Crystal structures and electronic properties in 3d transition metal doped SrRuO3.

The synthesis of polycrystalline samples of B-site doped SrRu1-xMxO3 with x≤ 0.2 by solid state methods is described for a number of dopants (M = Mg, Mn, Fe, Co, Ni, Cu, or Zn) and the structures of these established using Synchrotron X-ray powder diffraction, and for SrRu0.8Cu0.2O3 high resolution neutron diffraction. With the exception of M = Cu, samples with x = 0.2 form an orthorhombic Pbnm type perovskite structure at room temperature and these exhibit a sequence of phase transitions upon heating associated with the gradual reduction in the cooperative tilting of the corner sharing octahedra.
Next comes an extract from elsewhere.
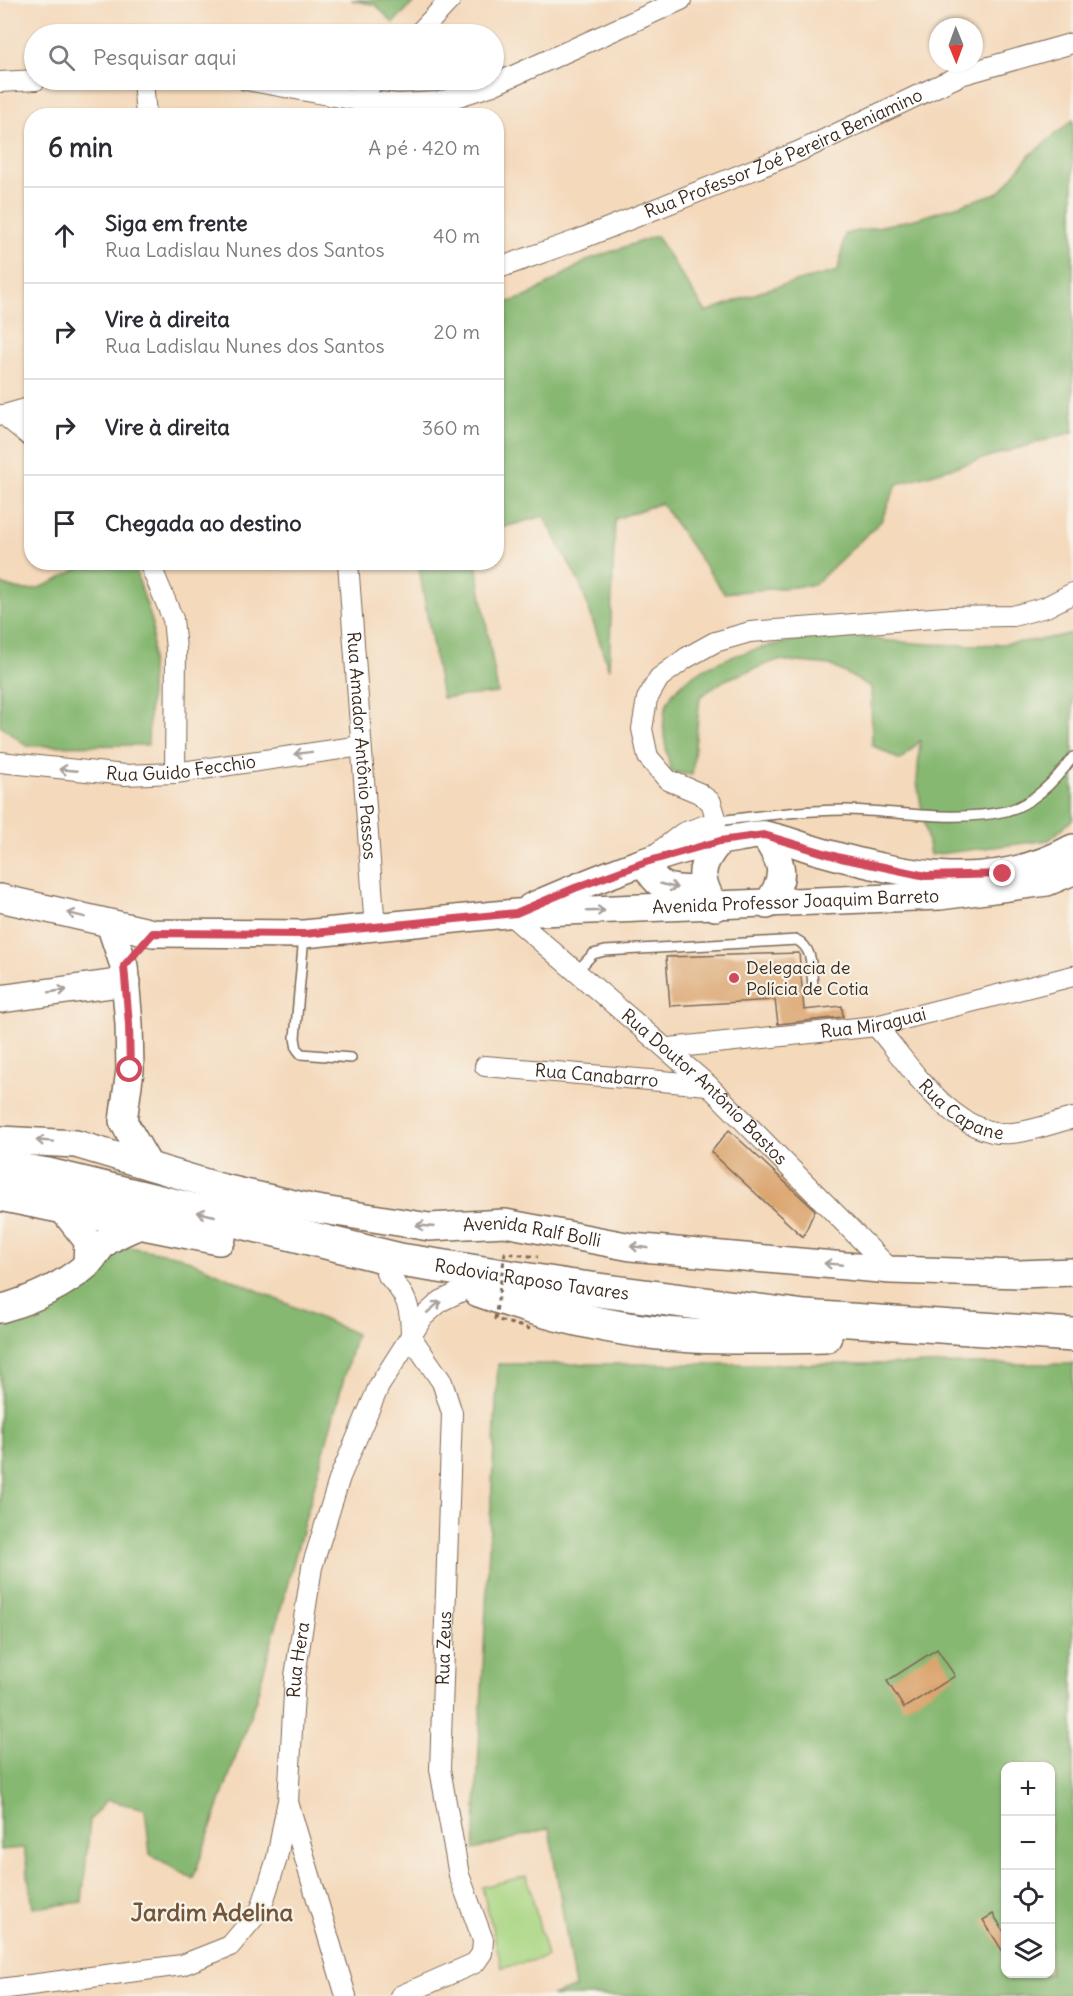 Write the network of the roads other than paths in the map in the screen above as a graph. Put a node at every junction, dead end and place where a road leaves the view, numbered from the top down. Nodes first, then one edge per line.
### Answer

SrRu0.8Cu0.2O3 forms a unique monoclinic structure at low temperatures and this transforms to the cubic Pm3[combining macron]m structure via an I4/mcm intermediate upon heating. The magnetic and electronic properties of the samples have been studied. Doping results in a decrease in the Curie temperature and at x = 0.2 all the samples are insulators. This is a consequence of the partial oxidation of the Ru cation that narrows the Ru 4d bands coupled with the suppression of the itinerant nature of the Ru 4d electrons due to the random distribution of the dopant cations. Ru L3-edge X-ray absorption spectroscopy of the Cu doped samples reveal a gradual increase in the average Ru oxidation sate upon doping. Electrical resistivity measurements show that doping increases the resistivity of the samples, and the temperature dependence of the resistivities are consistent with Arrhenius-type charge conduction.